Confieso que se me hubiese hecho muy difícil vivir sin amigos. En cada etapa de mi existencia he procurado cultivar y mantener las mejores relaciones con todo el mundo y sobre todo con aquellas personas en las que he creído poder confiar. Y debo reconocer que en todas esas etapas siempre hubo alguien que en cuanto a empatía y confianza superaba mis anhelados propósitos, por lo que terminábamos siendo auténticos amigos.
Desde aquel grupo de muchachos que compartíamos travesuras y colegio, también «animaladas» inherentes a la adolescencia y primera juventud, después de tanto tiempo transcurrido y el alejamiento de vecindad, aún recuerdo sus nombres con la dilección y estima de siempre. Eso que la gran distancia -insisto- del lugar de residencia actual entre unos y otros nos aleja más de lo que a todos nos gustaría.
—Yayo, ponte al teléfono que preguntan por ti —me dice mi nieto, el pequeño.
—¿Te ha dicho quién es? —le pregunto.
—No, solo me ha dicho que es un amigo tuyo, creo que del pueblo. Claro, que yo no le he preguntado nada más.
Le cojo el teléfono y pregunto: ¿Diga? . . . ¡Hola Paco! ¿Cómo estás? . . . Y estuvimos un buen rato hablando de cosas nuestras, como siempre.
Paco es uno de esos amigos de la infancia con quien cada vez que nos ponemos a hablar disfrutamos recordando lo que fuera nuestra niñez y sobre todo la bulliciosa y turbulenta adolescencia que nos tocó vivir aquellos tres largos años de guerra civil e inmediatamente posteriores. Pues ambos somos de la misma edad y mantenemos muy buena relación desde siempre. Y como la filosofía que utilizamos tiene su lado positivo, a los dos nos divierte comentar que después de tantas peripecias hemos sobrevivido felizmente.
A veces hablo con otros, también amigos desde siempre, que tampoco quieren que perdamos el contacto y así evitar que el silencio pudiera distanciarnos aún más de lo que estamos y enfriarse nuestra amistad.
Y otro tanto me ha ido sucediendo en el ámbito laboral con alguno de mis compañeros de trabajo, ya jubilados todos, con quienes aún mantengo muy buen trato en razón de la sana complicidad que fuimos adquiriendo con el tiempo. Y es que al no estar nuestra relación condicionada por la oportunidad ni la envidia u otros extraños intereses, a ninguno se nos ocurrió ponerle fecha de caducidad.

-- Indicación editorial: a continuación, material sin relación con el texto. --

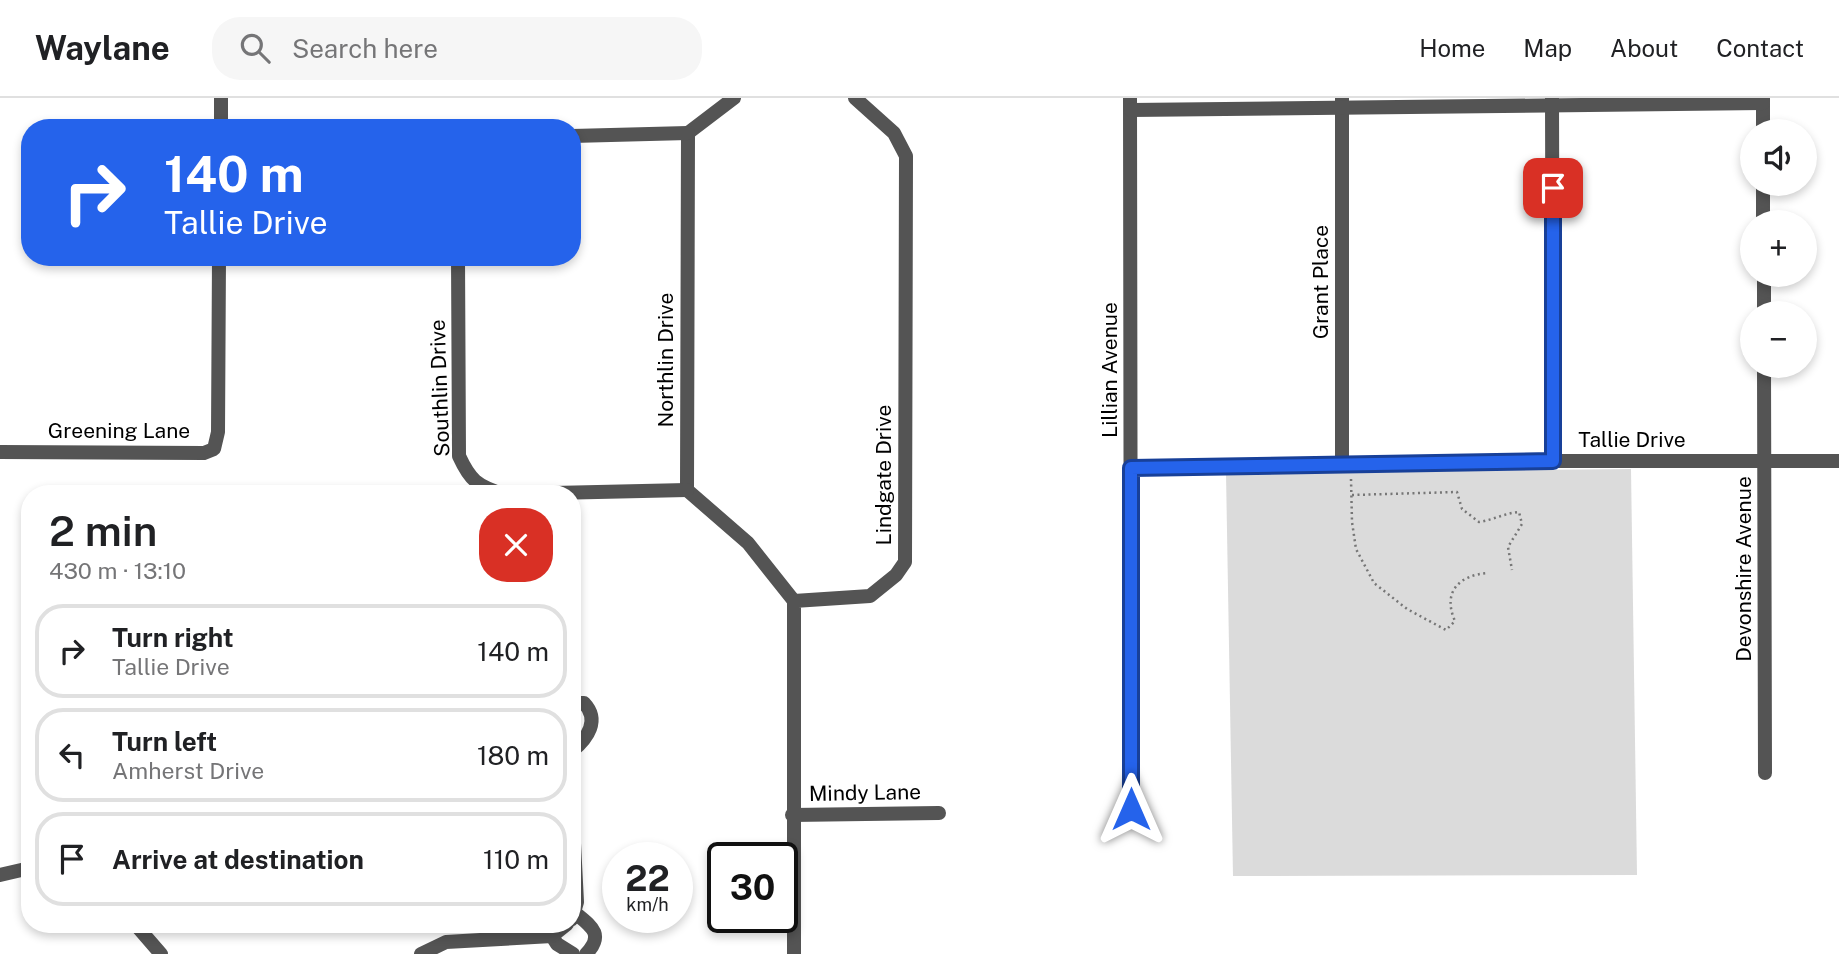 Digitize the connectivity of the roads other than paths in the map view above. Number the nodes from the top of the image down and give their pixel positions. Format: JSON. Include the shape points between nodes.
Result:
{"nodes":[{"id":1,"x":221,"y":98,"type":"edge"},
{"id":2,"x":734,"y":98,"type":"edge"},
{"id":3,"x":855,"y":98,"type":"edge"},
{"id":4,"x":1763,"y":101,"type":"edge"},
{"id":5,"x":1342,"y":102,"type":"edge"},
{"id":6,"x":1552,"y":102,"type":"edge"},
{"id":7,"x":1130,"y":104,"type":"edge"},
{"id":8,"x":221,"y":119,"type":"edge"},
{"id":9,"x":1763,"y":119,"type":"edge"},
{"id":10,"x":688,"y":133,"type":"junction"},
{"id":11,"x":581,"y":135,"type":"edge"},
{"id":12,"x":219,"y":266,"type":"edge"},
{"id":13,"x":458,"y":266,"type":"edge"},
{"id":14,"x":1764,"y":378,"type":"edge"},
{"id":15,"x":0,"y":452,"type":"edge"},
{"id":16,"x":1553,"y":461,"type":"junction"},
{"id":17,"x":1765,"y":461,"type":"junction"},
{"id":18,"x":1839,"y":461,"type":"edge"},
{"id":19,"x":1347,"y":465,"type":"junction"},
{"id":20,"x":1131,"y":468,"type":"junction"},
{"id":21,"x":479,"y":485,"type":"edge"},
{"id":22,"x":687,"y":490,"type":"junction"},
{"id":23,"x":581,"y":492,"type":"edge"},
{"id":24,"x":794,"y":601,"type":"junction"},
{"id":25,"x":581,"y":703,"type":"edge"},
{"id":26,"x":581,"y":741,"type":"edge"},
{"id":27,"x":1765,"y":773,"type":"dead end"},
{"id":28,"x":1131,"y":809,"type":"dead end"},
{"id":29,"x":939,"y":813,"type":"dead end"},
{"id":30,"x":792,"y":815,"type":"junction"},
{"id":31,"x":21,"y":869,"type":"edge"},
{"id":32,"x":0,"y":875,"type":"edge"},
{"id":33,"x":581,"y":923,"type":"edge"},
{"id":34,"x":143,"y":933,"type":"edge"},
{"id":35,"x":555,"y":933,"type":"edge"},
{"id":36,"x":552,"y":936,"type":"junction"},
{"id":37,"x":161,"y":954,"type":"edge"},
{"id":38,"x":421,"y":954,"type":"edge"},
{"id":39,"x":573,"y":954,"type":"edge"},
{"id":40,"x":586,"y":954,"type":"edge"},
{"id":41,"x":794,"y":954,"type":"edge"}],
"edges":[{"from":1,"to":8,"type":"street"},
{"from":2,"to":10,"type":"street"},
{"from":3,"to":24,"type":"street","name":"Lindgate Drive","via":[[894,133],[906,156],[905,562],[870,596]]},
{"from":4,"to":6,"type":"street"},
{"from":4,"to":9,"type":"street"},
{"from":5,"to":6,"type":"street"},
{"from":5,"to":7,"type":"street"},
{"from":5,"to":19,"type":"street","name":"Grant Place"},
{"from":6,"to":16,"type":"street"},
{"from":7,"to":20,"type":"street","name":"Lillian Avenue"},
{"from":10,"to":11,"type":"street"},
{"from":10,"to":22,"type":"street","name":"Northlin Drive"},
{"from":12,"to":15,"type":"street","name":"Greening Lane","via":[[218,432],[214,449],[204,453]]},
{"from":13,"to":21,"type":"street","name":"Southlin Drive","via":[[459,456]]},
{"from":14,"to":17,"type":"street","name":"Devonshire Avenue"},
{"from":16,"to":17,"type":"street","name":"Tallie Drive"},
{"from":16,"to":19,"type":"street","name":"Tallie Drive"},
{"from":17,"to":18,"type":"street","name":"Tallie Drive"},
{"from":17,"to":27,"type":"street","name":"Devonshire Avenue"},
{"from":19,"to":20,"type":"street","name":"Tallie Drive"},
{"from":20,"to":28,"type":"street","name":"Lillian Avenue"},
{"from":22,"to":23,"type":"street","name":"Southlin Drive"},
{"from":22,"to":24,"type":"street","via":[[748,543]]},
{"from":24,"to":30,"type":"street"},
{"from":25,"to":26,"type":"street","via":[[591,711],[592,722]]},
{"from":29,"to":30,"type":"street","name":"Mindy Lane"},
{"from":30,"to":41,"type":"street"},
{"from":31,"to":32,"type":"street"},
{"from":33,"to":40,"type":"street","via":[[596,936]]},
{"from":34,"to":37,"type":"street"},
{"from":35,"to":36,"type":"street"},
{"from":36,"to":38,"type":"street","via":[[446,942]]},
{"from":36,"to":39,"type":"street"}]}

Hace unos días recibo una llamada telefónica en casa y al descolgar oigo una voz que pregunta por mi nombre. La reconozco y respondo:
—¡Hola, amigo David! Que alegría oírte después de haber pasado tanto tiempo.
—¡Toma! —exclama él— la misma alegría que he sentido yo al ver que con solo dos palabras me hayas reconocido. Eso que cuando he decidido llamarte me temía que te habrías olvidado.
—Hombre, tu voz siempre fue y aún lo es inconfundible —le respondí en tono halagador— y yo, particularmente, la tengo bien grabada, porque fueron muchos años los que estuvimos trabajando juntos. Además te recuerdo que, cuando me operaron el cáncer de laringe, me mutilaron las cuerdas vocales y me quitaron la voz, pero no la memoria ni la capacidad de intuición. (Los dos nos reímos a gusto). Aunque quisiera, tampoco podría negar que en algún momento de nuestra charla nos emocionamos, ya que éste fue unos de los colegas, como se usa decir ahora, con quién más tiempo compartí tareas laborales. También por ser él uno de los primeros en celebrar con gran contento mi curación total, así como felicitarme por el hecho de haber podido reincorporarme sin limitación alguna a mi puesto de trabajo.
En estos últimos años, desde que me jubilara, he dedicado la mayor parte de mi tiempo a la rehabilitación de otros laringectomizados, como yo. Y a pesar de tanta dificultad y la dureza de los ejercicios en clase, de entre los que fueran «mis alumnos» tengo muy buenos amigos que también gustan de recordar conmigo aquella dura etapa que hubimos de recorrer juntos, hasta vencer cantidad de obstáculos y volver a hablar de nuevo.
¿Cuesta tanto —me pregunto— ejercer el la estima, la cortesía, el respeto, entre personas civilizadas? yo creo que no. Más bien creo que eso significaría (hablo desde mi experiencia) disponerse a tratar a los otros como nos gustaría ser tratados nosotros mismos. Lo cual resultaría, sin duda, hondamente enriquecedor.